Task requirements: Would you please copy every line from the records that contains the word "Palmer"?

Information:
- - -

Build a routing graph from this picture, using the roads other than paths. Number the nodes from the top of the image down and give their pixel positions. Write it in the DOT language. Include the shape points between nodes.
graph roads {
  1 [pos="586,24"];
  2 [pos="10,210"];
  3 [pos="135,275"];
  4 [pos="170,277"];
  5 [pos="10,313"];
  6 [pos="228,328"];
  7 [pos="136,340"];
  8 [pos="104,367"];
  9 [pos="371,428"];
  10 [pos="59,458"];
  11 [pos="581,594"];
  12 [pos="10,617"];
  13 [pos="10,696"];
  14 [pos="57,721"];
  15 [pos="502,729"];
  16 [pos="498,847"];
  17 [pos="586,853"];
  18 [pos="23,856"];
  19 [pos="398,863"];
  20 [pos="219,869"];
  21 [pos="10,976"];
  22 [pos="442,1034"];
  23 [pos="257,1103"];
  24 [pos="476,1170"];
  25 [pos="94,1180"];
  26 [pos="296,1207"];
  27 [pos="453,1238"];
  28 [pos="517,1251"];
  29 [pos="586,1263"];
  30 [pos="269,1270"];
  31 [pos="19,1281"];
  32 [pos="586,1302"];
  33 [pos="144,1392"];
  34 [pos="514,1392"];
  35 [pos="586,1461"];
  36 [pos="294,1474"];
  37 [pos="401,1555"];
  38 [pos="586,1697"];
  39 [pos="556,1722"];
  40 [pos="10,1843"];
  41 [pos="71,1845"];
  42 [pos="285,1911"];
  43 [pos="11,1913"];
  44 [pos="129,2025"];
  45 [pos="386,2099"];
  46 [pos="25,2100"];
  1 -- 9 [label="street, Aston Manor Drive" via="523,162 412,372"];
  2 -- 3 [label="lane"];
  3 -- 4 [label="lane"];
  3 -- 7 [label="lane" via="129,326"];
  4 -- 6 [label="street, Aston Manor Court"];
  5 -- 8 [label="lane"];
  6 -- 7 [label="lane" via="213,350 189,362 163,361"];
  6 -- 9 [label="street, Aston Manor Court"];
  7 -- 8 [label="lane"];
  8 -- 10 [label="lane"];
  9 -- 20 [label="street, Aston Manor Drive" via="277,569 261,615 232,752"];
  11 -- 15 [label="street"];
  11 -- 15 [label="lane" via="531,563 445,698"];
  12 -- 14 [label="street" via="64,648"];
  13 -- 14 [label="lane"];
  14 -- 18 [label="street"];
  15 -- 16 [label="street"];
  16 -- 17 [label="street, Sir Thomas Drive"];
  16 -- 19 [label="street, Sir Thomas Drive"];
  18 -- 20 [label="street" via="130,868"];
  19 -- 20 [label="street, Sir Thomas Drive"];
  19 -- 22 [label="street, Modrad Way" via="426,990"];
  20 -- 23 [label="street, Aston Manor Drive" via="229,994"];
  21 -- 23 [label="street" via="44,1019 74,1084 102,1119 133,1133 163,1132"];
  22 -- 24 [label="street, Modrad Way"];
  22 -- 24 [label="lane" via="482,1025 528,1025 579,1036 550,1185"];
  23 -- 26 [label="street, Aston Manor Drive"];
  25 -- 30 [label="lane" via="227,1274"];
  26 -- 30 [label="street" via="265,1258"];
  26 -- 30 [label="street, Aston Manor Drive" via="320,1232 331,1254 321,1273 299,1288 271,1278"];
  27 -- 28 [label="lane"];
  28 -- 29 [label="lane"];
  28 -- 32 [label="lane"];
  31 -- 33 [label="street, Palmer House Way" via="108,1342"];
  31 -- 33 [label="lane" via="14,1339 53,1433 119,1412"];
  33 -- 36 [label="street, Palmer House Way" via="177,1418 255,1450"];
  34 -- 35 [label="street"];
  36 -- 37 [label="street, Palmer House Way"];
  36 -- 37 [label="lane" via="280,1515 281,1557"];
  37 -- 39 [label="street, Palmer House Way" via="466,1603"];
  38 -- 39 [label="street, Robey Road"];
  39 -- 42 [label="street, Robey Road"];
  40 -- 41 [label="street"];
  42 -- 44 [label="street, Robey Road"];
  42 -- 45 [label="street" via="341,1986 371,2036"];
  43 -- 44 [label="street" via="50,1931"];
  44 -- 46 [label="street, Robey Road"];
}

- - -

Written solution:
  31 -- 33 [label="street, Palmer House Way" via="108,1342"];
  33 -- 36 [label="street, Palmer House Way" via="177,1418 255,1450"];
  36 -- 37 [label="street, Palmer House Way"];
  37 -- 39 [label="street, Palmer House Way" via="466,1603"];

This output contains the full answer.